[Data supplied]:

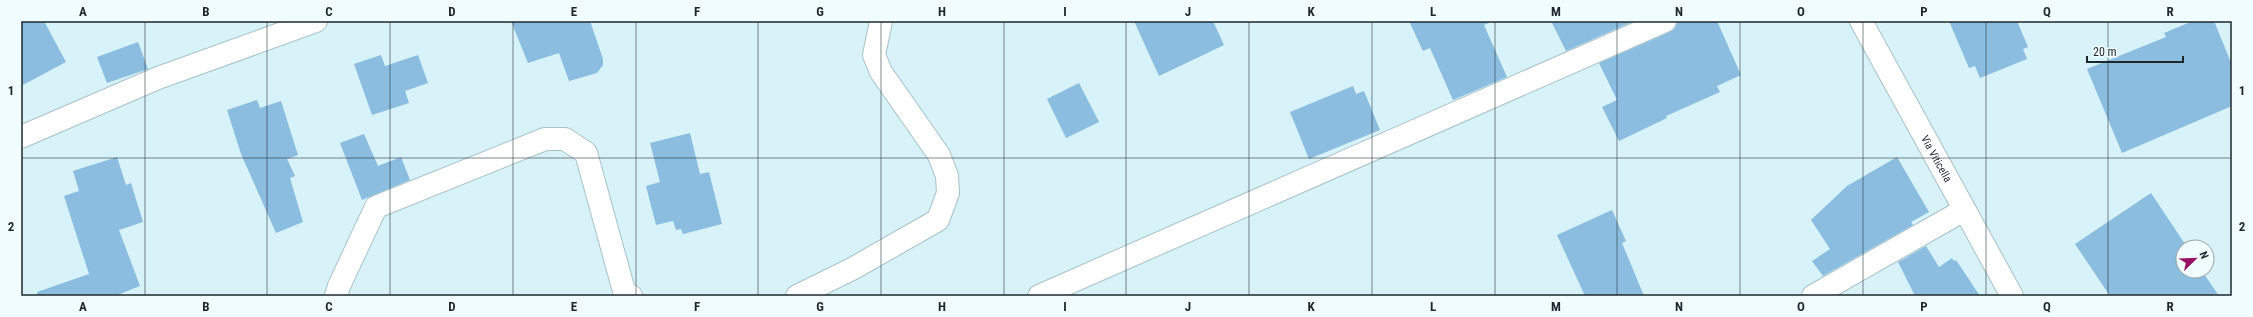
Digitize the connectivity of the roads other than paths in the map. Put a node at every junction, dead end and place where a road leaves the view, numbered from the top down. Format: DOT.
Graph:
graph roads {
  1 [pos="316,21"];
  2 [pos="881,21"];
  3 [pos="1665,21"];
  4 [pos="1861,21"];
  5 [pos="21,137"];
  6 [pos="1964,210"];
  7 [pos="336,296"];
  8 [pos="631,296"];
  9 [pos="797,296"];
  10 [pos="1039,296"];
  11 [pos="1812,296"];
  12 [pos="2012,296"];
  1 -- 5 [label="street"];
  2 -- 9 [label="street"];
  3 -- 10 [label="street"];
  4 -- 6 [label="street, Via Viticella"];
  6 -- 11 [label="street"];
  6 -- 12 [label="street, Via Viticella"];
  7 -- 8 [label="street"];
}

[Directions for this task]: Word for word, repeat each record above; leave out every picture.

[Expected output]:
Digitize the connectivity of the roads other than paths in the map. Put a node at every junction, dead end and place where a road leaves the view, numbered from the top down. Format: DOT.
Graph:
graph roads {
  1 [pos="316,21"];
  2 [pos="881,21"];
  3 [pos="1665,21"];
  4 [pos="1861,21"];
  5 [pos="21,137"];
  6 [pos="1964,210"];
  7 [pos="336,296"];
  8 [pos="631,296"];
  9 [pos="797,296"];
  10 [pos="1039,296"];
  11 [pos="1812,296"];
  12 [pos="2012,296"];
  1 -- 5 [label="street"];
  2 -- 9 [label="street"];
  3 -- 10 [label="street"];
  4 -- 6 [label="street, Via Viticella"];
  6 -- 11 [label="street"];
  6 -- 12 [label="street, Via Viticella"];
  7 -- 8 [label="street"];
}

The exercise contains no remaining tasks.